The University of Illinois, with its advanced computer science and Mathematica-based teaching, cannot be cast as second fiddle.

But "there there" I say in mollification, I'm making use of metonymy, synechoche to be precise, wherein "Chicago" really means "the whole of that bioregion" and its peoples -- many dating back for centuries, well before the recent waves, the self-styled "documented" and their gang lands (Mafiosi, Yakuzi, whatever WASPs (a real West Side Story and of course a source of endless graffiti (some of it quite alluring))).

I talked to David Koski tonight for 95 minutes, from my side a few updates, from his a circling of the "T & E Module express", a fast train into the ticking center of the synergetics concentric hierarchy.  The T and E are both the same shape but sizes come apart based on surface:volume ratio, much as triangles come apart in spherical trig, as never similar unless congruent.  The E is a little bigger, but is likewise a logical slice of the golden cuboid and 1/120th of a rhombic triacontahedron, our NCLB Polyhedron for those following the thread of Pentagon Math (and about a thread is all there is sometimes).

Blowing up the T-made Triaconta from 5 to 7.5 creates the meetup with the volume 6 rhombic dodecahedron.  Blowing up th E-made Triaconta, by phi, is what gives the phi rectangles PV edged Icosahedron of 18.51, husband to the smaller Pentagonal Dodeca, both in the Platonic Five if we wish, this "super RT" their marriage.  Volumes are in tetravolumes with unit tet as one (edge PV).  The T-modules have volume 1/24, just like the A and B, but their Triac is .9994+ the radius.  E and T come apart, as E's radius is one exactly (it's diamond-face to diamond-face diameter that of the IVM ball, again PV).

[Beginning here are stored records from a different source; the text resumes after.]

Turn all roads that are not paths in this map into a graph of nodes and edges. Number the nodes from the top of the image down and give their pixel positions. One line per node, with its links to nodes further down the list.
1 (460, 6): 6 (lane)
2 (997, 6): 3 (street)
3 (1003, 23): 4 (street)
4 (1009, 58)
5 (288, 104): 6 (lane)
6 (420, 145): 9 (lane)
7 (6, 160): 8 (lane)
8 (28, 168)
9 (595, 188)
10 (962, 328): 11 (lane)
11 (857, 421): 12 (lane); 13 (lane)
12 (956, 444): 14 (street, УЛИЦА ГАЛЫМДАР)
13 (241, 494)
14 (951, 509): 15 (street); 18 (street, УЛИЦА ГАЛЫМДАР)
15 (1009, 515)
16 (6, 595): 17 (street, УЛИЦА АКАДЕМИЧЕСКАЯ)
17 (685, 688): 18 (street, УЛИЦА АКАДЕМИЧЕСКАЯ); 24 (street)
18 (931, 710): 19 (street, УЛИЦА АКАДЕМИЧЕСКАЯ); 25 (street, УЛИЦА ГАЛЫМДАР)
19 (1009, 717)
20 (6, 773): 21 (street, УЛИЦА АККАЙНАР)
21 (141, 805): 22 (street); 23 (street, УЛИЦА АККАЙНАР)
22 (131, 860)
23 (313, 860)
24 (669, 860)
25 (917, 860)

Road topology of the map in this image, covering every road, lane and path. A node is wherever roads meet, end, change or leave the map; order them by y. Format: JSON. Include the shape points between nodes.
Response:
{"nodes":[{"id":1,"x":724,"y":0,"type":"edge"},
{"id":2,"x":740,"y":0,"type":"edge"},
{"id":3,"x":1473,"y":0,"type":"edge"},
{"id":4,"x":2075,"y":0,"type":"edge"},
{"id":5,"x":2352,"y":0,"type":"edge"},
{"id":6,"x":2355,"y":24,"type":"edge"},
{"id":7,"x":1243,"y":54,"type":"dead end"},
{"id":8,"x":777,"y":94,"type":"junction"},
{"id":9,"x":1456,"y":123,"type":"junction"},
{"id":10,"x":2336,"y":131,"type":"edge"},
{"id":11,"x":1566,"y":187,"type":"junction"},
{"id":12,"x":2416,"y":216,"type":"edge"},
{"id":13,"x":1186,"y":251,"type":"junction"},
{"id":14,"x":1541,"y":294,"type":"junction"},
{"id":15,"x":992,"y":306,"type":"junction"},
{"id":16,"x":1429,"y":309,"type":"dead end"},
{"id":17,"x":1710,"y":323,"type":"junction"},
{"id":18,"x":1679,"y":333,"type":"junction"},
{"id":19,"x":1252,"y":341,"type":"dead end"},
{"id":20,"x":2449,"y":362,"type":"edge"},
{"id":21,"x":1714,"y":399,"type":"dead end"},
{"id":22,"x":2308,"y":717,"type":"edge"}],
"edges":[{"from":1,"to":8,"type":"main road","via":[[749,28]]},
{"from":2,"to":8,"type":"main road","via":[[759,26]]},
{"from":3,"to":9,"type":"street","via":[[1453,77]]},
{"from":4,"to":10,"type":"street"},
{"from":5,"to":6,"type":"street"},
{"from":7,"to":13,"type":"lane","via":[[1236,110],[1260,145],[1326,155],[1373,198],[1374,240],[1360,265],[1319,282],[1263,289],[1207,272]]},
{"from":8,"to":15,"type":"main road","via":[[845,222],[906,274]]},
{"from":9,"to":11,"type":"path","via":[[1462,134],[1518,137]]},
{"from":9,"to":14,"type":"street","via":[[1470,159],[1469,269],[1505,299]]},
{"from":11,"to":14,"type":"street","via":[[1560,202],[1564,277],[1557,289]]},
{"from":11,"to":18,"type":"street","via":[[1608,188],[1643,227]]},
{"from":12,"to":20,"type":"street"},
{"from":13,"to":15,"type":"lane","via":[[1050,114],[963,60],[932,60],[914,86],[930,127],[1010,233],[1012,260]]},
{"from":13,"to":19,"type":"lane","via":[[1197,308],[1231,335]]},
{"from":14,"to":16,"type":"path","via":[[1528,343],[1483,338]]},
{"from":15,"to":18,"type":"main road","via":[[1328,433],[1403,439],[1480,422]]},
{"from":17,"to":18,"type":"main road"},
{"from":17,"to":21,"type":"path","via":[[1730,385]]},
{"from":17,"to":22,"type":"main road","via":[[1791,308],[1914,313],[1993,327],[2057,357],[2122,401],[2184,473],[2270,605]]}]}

Altercations I'm in the sidelines on:

(A) Should AFSC plan on changing digs in Portland, Oregon any time soon?  Staff seems happy where it is and there's no room back at the Stark Street meetinghouse.  However, our committee seems unsettled about the issue.

(B) Should SE Chapter FNB declare itself an athletic event wherein car use is a foul, out of bounds?  Of course these rules only extend so far.  Lindsey and Satya have both set an example of what vegan powered bicyclists might contribute, were they given at least one chapter.  But it's not a matter of "being given" where anarchy reigns (no King to appeal to).  The leadership simply challenges people to not bring their car-based lifestyle onto this particular stage.  They get to everywhere else.  Where's the "no car use" town, or just part of town?  Europe seems way ahead on that one.